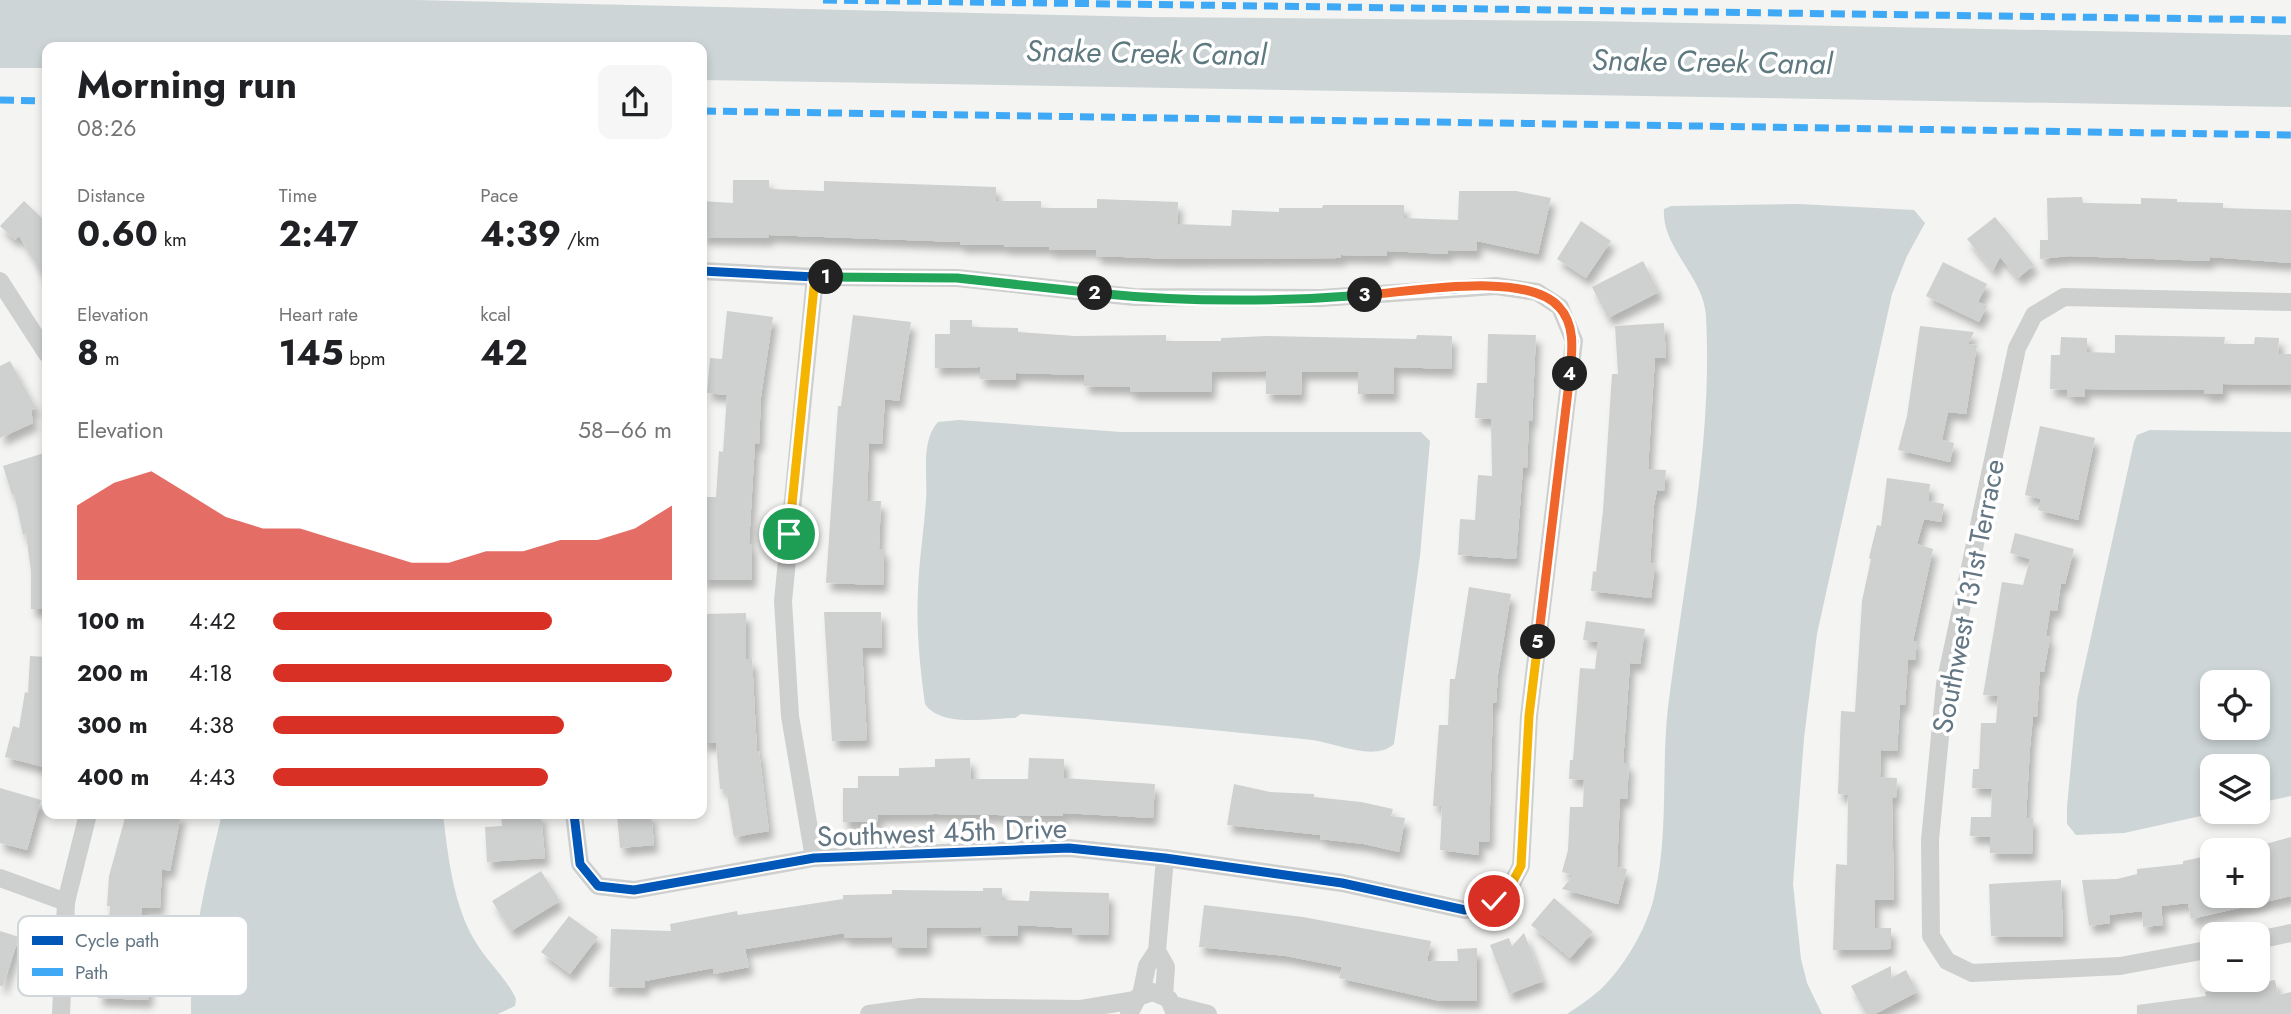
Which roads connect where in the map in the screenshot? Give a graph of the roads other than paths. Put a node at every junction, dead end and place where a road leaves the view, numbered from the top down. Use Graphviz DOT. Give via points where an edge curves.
graph roads {
  1 [pos="707,271"];
  2 [pos="815,277"];
  3 [pos="0,281"];
  4 [pos="2291,302"];
  5 [pos="42,346"];
  6 [pos="87,819"];
  7 [pos="575,819"];
  8 [pos="814,858"];
  9 [pos="1165,858"];
  10 [pos="0,878"];
  11 [pos="66,902"];
  12 [pos="65,916"];
  13 [pos="2291,933"];
  14 [pos="2270,937"];
  15 [pos="2200,950"];
  16 [pos="1157,951"];
  17 [pos="62,996"];
  18 [pos="1135,1003"];
  19 [pos="1170,1005"];
  20 [pos="1084,1012"];
  21 [pos="61,1014"];
  22 [pos="869,1014"];
  23 [pos="1208,1014"];
  1 -- 2 [label="street"];
  2 -- 8 [label="street" via="783,601 790,716"];
  2 -- 9 [label="street, Southwest 45th Drive" via="957,278 1134,297 1321,298 1496,286 1537,292 1560,307 1574,341 1529,716 1521,866 1509,889 1494,901 1465,910 1342,883"];
  3 -- 5 [label="street"];
  4 -- 15 [label="street, Southwest 131st Terrace" via="2064,297 2034,315 2017,348 1945,684 1930,840 1931,936 1947,961 1972,973 2022,973 2120,966"];
  6 -- 11 [label="street"];
  7 -- 8 [label="street, Southwest 45th Drive" via="580,864 598,887 634,890"];
  8 -- 9 [label="street, Southwest 45th Drive" via="1069,848"];
  9 -- 16 [label="street"];
  10 -- 11 [label="street"];
  11 -- 12 [label="street"];
  13 -- 14 [label="street"];
  16 -- 18 [label="street"];
  16 -- 19 [label="street" via="1166,967"];
  17 -- 21 [label="street"];
  18 -- 19 [label="street" via="1153,992"];
  18 -- 20 [label="street"];
  19 -- 23 [label="street"];
  20 -- 22 [label="street" via="920,1007"];
}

====

| Requirement |
The expected answer holds each line from the listing above where the string "roads" is present.

| Solution to this problem |
Which roads connect where in the map in the screenshot? Give a graph of the roads other than paths. Put a node at every junction, dead end and place where a road leaves the view, numbered from the top down. Use Graphviz DOT. Give via points where an edge curves.
graph roads {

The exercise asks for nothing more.